CC : Charles De Gaulle a donné un exemple de résistance…

SH : De Gaulle était un vrai résistant. C'est-à-dire que l’armistice signé par le maréchal Pétain n’était pas acceptable pour un pays indépendant et fier. De Gaulle a rendu un énorme service à son pays car s’il n’avait pas été là au moment opportun pour brandir les drapeaux de la France aux cotés des alliés contre le fascisme et le nazisme, eh bien, la France aurait été désemparée. Il a sauvé le pays et je lui suis énormément reconnaissant. Mais je n’étais pas d’accord concernant la Constitution de la Cinquième République en France. L’élection au suffrage indirect du président De Gaulle en janvier 1959 nous cause des difficultés encore aujourd’hui.

CC : Comment était votre relation avec De Gaulle ?

SH : Il a eu la gentillesse de m’inviter déjeuner avec lui et sa femme quelques semaines après mon arrivée à Londres. J’ai rencontré un homme extrêmement courtois, très intelligent, s’exprimant admirablement. J’ai vu également quelqu’un qui était fidèle aux valeurs fondamentales de la République Française. Ce n’était pas un homme de droite, c’était un honorable démocrate. Et la preuve est que, lorsqu’il a perdu le référendum de 1969, il a quitté le pouvoir. Je respectais l’attitude démocratique mais il avait tout de même des positions avec lesquelles je n’étais pas d’accord.

CC : Croyez-vous que les indignés sont également contraints à agir parce qu’il y a un manque de femmes et d’hommes politiques capables de prendre des décisions ?

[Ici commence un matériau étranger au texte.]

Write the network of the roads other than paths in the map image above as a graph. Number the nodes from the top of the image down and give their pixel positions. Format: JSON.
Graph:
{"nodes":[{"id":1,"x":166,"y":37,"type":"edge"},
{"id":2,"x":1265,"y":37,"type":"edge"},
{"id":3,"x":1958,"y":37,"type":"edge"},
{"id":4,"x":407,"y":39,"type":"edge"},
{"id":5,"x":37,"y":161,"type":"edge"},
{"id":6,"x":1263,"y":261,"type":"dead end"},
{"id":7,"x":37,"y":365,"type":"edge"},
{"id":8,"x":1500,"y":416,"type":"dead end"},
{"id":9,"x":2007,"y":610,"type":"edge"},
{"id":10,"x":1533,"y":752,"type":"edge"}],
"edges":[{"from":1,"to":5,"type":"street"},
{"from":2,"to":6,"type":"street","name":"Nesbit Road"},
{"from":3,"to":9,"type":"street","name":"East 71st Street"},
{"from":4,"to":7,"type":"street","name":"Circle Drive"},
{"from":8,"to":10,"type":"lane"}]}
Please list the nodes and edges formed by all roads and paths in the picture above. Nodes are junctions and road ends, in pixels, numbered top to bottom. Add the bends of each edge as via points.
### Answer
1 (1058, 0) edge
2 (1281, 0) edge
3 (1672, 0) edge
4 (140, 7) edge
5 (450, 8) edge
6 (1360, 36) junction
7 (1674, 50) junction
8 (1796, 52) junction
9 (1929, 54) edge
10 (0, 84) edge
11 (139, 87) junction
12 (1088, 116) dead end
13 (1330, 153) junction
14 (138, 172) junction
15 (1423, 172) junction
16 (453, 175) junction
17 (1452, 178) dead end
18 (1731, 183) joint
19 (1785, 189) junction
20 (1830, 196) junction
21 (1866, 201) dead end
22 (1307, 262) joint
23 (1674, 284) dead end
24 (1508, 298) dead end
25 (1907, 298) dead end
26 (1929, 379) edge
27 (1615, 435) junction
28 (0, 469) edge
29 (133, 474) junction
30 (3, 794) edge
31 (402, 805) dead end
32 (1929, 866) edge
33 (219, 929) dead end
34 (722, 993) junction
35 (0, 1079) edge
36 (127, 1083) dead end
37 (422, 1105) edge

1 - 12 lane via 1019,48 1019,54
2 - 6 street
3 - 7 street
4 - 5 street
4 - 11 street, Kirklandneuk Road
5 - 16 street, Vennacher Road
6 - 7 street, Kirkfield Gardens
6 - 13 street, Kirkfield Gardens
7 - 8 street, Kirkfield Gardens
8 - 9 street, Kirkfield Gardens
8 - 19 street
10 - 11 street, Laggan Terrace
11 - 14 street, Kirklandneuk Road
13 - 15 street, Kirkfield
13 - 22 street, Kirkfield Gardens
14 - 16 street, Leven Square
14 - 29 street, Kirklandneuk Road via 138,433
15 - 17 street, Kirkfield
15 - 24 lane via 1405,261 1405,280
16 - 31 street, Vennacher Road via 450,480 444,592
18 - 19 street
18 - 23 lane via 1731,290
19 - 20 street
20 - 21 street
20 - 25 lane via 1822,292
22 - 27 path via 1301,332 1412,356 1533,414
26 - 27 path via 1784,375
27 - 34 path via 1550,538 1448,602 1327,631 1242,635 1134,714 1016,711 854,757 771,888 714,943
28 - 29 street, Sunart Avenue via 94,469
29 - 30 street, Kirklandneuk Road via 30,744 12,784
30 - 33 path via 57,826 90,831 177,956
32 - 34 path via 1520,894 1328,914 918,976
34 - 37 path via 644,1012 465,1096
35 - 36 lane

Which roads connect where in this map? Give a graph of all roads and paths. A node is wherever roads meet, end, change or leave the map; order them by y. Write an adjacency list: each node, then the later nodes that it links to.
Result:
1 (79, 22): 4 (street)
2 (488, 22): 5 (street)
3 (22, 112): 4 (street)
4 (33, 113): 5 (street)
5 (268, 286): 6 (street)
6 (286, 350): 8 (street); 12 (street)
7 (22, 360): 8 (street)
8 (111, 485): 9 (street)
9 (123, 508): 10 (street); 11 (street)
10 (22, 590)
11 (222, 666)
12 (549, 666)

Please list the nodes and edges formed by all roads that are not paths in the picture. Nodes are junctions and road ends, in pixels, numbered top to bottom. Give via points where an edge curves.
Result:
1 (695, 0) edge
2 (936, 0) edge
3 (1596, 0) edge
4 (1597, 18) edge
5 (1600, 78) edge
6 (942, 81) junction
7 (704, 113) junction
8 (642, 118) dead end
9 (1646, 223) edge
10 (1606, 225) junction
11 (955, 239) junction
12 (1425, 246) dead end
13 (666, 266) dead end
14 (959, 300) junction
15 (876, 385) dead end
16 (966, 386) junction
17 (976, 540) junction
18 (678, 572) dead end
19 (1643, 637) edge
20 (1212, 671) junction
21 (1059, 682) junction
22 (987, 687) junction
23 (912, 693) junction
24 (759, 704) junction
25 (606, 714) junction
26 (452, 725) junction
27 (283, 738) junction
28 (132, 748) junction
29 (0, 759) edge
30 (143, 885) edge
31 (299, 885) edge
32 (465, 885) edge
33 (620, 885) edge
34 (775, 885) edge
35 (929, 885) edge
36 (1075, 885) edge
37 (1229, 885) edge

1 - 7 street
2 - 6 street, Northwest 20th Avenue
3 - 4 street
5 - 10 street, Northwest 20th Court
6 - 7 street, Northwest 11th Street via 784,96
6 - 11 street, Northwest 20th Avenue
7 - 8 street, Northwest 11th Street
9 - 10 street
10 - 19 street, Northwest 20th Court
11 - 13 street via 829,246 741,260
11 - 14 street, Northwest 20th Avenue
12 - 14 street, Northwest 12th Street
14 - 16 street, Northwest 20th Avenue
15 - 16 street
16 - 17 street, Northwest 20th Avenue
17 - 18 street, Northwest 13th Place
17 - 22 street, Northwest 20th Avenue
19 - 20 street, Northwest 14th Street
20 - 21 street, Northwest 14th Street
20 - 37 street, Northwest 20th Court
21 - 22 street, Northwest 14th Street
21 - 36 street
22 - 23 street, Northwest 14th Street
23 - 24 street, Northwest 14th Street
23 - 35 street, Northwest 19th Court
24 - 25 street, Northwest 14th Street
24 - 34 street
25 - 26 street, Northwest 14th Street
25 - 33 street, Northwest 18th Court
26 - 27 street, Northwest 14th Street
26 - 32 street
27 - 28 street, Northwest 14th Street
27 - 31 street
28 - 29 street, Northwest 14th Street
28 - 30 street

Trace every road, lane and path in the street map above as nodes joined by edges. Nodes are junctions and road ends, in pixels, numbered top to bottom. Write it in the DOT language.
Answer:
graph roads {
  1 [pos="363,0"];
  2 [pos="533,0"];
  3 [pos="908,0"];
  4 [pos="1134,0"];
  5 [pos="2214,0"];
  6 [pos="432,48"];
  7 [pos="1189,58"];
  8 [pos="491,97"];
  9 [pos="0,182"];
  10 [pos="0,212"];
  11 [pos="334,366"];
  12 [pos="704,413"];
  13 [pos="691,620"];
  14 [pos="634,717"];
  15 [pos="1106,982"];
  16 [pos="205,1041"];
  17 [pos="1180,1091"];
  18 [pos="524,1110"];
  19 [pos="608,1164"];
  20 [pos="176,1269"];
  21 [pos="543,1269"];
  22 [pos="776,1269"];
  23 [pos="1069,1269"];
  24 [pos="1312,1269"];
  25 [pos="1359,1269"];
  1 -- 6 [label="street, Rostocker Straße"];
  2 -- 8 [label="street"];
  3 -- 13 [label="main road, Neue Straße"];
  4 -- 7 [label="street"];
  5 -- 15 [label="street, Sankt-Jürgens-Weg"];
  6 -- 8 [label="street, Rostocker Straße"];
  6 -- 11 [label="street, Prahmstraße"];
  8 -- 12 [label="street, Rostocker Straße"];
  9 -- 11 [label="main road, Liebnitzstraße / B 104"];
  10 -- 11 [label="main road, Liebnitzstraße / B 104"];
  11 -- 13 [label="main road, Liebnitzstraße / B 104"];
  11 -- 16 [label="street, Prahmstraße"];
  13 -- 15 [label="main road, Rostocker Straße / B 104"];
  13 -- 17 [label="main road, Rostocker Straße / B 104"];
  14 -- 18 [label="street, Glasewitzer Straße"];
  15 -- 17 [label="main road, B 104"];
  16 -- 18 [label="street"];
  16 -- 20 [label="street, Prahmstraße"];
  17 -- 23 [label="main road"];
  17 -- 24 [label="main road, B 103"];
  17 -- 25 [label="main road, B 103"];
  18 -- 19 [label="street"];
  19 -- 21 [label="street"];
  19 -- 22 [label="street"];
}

SH : Il ne faut pas exagérer le problème de trouver des femmes ou des hommes politiques qui seraient merveilleusement respectés par tout le monde. Je pense, en disant cela, à Lula, qui a mis le Brésil en valeur, et il faut s’en réjouir. Mais je trouve que la moyenne des personnes politiques n’est pas plus mauvaise aujourd’hui qu’avant. Cela dit, les européens ont besoin des personnalités charismatiques pour conduire l’Europe vers les réalisations nécessaires. Mais nous le trouverons dans les mois qui viennent.

CC : Croyez-vous à la fin de l’euro, peut-être même de l’Union Européenne ?

SH : L’Europe est dans une situation très difficile. Elle n’a pas réussi son unification comme elle aurait pu et dû. Elle n’a pas encore de vraie unité politique. C’est un moment d’autant plus difficile que les forces qui dominent l’Europe sont celles du marché financier. Ce sont les financiers qui empêchent les dirigeants européens d’aller aussi loin qu’il le faudrait pour construire une Europe unie dans sa politique autant que dans son économie. Mais ça viendra, j’en suis convaincu.

CC : N’êtes-vous pas un peu trop optimiste ?

SH : Je ne suis pas optimiste concernant la résolution de ces problèmes à court terme mais je suis optimiste à long terme et je le suis en raison de mon voyage. J’ai vécu plus de 93 ans et j’ai vu des situations qui paraissaient insolubles - comme le Stalinisme - être finalement résolues. Donc j’ai confiance : les citoyens du monde actuel seront capables de communiquer entre eux et ils vont trouver les solutions aux problèmes qui sont les nôtres.